### Extracted records

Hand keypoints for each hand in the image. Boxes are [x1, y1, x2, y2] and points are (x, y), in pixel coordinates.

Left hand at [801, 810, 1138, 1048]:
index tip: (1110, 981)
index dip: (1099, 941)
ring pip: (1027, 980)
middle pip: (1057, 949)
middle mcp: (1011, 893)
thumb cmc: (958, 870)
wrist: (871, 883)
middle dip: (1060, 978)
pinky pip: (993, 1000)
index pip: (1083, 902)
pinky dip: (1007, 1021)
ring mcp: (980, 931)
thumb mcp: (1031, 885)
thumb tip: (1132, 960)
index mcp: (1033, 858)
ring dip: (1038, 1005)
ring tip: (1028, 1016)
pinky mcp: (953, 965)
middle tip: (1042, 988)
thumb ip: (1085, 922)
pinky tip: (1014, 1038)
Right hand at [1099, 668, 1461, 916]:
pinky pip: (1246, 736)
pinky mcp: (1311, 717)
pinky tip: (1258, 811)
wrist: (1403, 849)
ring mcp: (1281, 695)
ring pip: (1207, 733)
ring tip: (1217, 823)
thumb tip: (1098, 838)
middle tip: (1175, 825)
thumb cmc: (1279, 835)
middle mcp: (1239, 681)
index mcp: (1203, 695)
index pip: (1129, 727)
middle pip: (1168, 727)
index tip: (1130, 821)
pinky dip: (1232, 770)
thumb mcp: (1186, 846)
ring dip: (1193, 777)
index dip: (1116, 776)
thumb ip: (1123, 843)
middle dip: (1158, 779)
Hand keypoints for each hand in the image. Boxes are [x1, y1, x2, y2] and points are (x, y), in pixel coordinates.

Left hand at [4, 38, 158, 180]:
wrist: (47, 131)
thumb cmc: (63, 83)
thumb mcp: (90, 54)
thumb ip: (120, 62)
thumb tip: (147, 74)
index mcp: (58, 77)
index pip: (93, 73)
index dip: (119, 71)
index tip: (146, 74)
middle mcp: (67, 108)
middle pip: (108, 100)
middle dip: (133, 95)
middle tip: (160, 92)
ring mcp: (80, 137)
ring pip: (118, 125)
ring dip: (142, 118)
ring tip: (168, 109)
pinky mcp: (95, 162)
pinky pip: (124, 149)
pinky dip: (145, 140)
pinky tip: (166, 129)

######

● What the exercise asks: Your answer must consist solely of the lines from the top of the entries above through the line containing "thumb mcp: (1186, 846)", copied exactly, both ends included.

● Answer to this exercise:
Hand keypoints for each hand in the image. Boxes are [x1, y1, x2, y2] and points are (x, y), in pixel coordinates.

Left hand at [801, 810, 1138, 1048]:
index tip: (1110, 981)
index dip: (1099, 941)
ring pip: (1027, 980)
middle pip: (1057, 949)
middle mcp: (1011, 893)
thumb cmc: (958, 870)
wrist: (871, 883)
middle dip: (1060, 978)
pinky pip: (993, 1000)
index pip: (1083, 902)
pinky dip: (1007, 1021)
ring mcp: (980, 931)
thumb mcp: (1031, 885)
thumb tip: (1132, 960)
index mcp: (1033, 858)
ring dip: (1038, 1005)
ring tip: (1028, 1016)
pinky mcp: (953, 965)
middle tip: (1042, 988)
thumb ip: (1085, 922)
pinky tip: (1014, 1038)
Right hand at [1099, 668, 1461, 916]:
pinky pip: (1246, 736)
pinky mcp: (1311, 717)
pinky tip: (1258, 811)
wrist: (1403, 849)
ring mcp: (1281, 695)
ring pip: (1207, 733)
ring tip: (1217, 823)
thumb tip: (1098, 838)
middle tip: (1175, 825)
thumb cmc: (1279, 835)
middle mcp: (1239, 681)
index mcp: (1203, 695)
index pip: (1129, 727)
middle pip: (1168, 727)
index tip: (1130, 821)
pinky dip: (1232, 770)
thumb mcp: (1186, 846)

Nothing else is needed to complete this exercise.